2.2. Various Types of Bulk Piezoelectric Energy Harvesters

Unique structures of the bulk type piezoelectric harvesters have been proposed for the various applications. Palosaari et al. demonstrated cymbal type piezoelectric energy harvester. A piezoelectric disc was confined between two convex steel discs acting as a force amplifier delivering stress to the PZT discs and protecting the harvester. At 1.19 Hz compression frequency with 24.8 N force, a cymbal type harvester generated an average power of 0.66 mW and the maximum power densities of 0.31 mW/cm3 were observed [38]. Chen et al. introduced a piezoelectric energy harvester with a clamped piezoelectric circular diaphragm structure, which is a common structure for pressure sensors. The electrical power of 12 mW was obtained when a pre-stress of 1.2 N was applied on the harvester at 113 Hz under 1 g [39]. Multilayer stack structure for an energy harvesting using 33 mode achieved enhancing of the mechanical to the electrical energy conversion efficiency [40,41]. Xu et al. obtained significantly higher electrical power than a similar size cantilever type piezoelectric energy harvester in both resonance and off-resonance modes. The generated electrical powers were 2 mW at 700 Hz (off-resonance) and 208 mW at 1714 Hz (resonance) [41]. The piezoelectric energy harvester can be utilized for battery- and wire-less tire pressure measurement systems (TPMS). Makki et al. embedded the stacked piezoelectric bender elements in a tire wheel for an in-wheel based power harvesting [42]. This utilizes the cyclic deformation of the tire during vehicle movement. The weight of the vehicle deforms the tire at the tire-road interface created on the piezoelectric sensors. As the tire rotates during vehicle movements, a new section of the tire’s treadwall deforms within the piezoelectric sensors resulting in a cyclic deformation and relaxation pattern.

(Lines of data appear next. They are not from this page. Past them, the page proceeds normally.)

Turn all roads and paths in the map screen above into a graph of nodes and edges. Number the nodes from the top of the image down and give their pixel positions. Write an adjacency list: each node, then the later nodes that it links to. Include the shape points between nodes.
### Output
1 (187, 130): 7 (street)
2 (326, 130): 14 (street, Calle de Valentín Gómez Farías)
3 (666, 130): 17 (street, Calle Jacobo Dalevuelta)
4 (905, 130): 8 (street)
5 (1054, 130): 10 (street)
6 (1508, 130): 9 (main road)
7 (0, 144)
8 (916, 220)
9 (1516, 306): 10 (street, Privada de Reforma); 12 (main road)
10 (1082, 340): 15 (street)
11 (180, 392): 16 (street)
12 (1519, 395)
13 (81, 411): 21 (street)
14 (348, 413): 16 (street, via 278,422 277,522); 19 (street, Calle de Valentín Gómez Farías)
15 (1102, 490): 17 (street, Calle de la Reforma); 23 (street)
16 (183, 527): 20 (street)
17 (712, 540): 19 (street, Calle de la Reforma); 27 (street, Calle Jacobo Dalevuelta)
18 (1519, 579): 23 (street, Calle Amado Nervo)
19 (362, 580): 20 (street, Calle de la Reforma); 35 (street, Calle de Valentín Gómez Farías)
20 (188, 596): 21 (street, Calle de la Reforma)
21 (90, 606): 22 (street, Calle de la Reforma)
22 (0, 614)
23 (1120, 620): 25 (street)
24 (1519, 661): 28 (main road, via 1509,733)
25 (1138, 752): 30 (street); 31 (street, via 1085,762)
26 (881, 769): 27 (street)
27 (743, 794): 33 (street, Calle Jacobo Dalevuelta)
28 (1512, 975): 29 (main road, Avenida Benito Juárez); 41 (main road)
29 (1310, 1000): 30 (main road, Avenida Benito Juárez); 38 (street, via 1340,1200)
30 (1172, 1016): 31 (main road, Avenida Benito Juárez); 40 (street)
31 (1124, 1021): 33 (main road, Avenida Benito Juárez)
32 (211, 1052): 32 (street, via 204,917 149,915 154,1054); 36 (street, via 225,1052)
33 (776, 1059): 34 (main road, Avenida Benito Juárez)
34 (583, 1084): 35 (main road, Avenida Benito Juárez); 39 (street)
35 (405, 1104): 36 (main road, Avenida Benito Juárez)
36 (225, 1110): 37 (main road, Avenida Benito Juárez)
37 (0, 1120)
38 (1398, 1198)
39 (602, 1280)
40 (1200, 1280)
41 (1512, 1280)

3. MEMS Piezoelectric Energy Harvesters

Decreasing flexural rigidity associated with the piezoelectric energy harvesters is very attractive to reduce the natural frequency and withstand large strain and deformation. The MEMS technology is one of the promising choices to utilize the low flexural rigidity of the piezoelectric energy harvesting devices. Moreover, tiny piezoelectric devices fabricated by the MEMS process can be easily integrated in the micro-electronics that require the power source of μW level [43,44,45]. Generally, the structure of the MEMS piezoelectric harvesters based on the cantilever structure have been mainly developed to obtain the high output power and easily enable tuning the resonance frequency [46,47,48,49]. The general MEM cantilever structure is similar to the bulk energy harvester [50]. The Si or metal is used for the elastic body, the piezoelectric film is the active piezoelectric materials, and the proof mass is formed to tune the resonance frequency and the applied force. Modified cantilever structure [51], diaphragm structure [52], etc. have also been suggested for the high efficiency and practical applications.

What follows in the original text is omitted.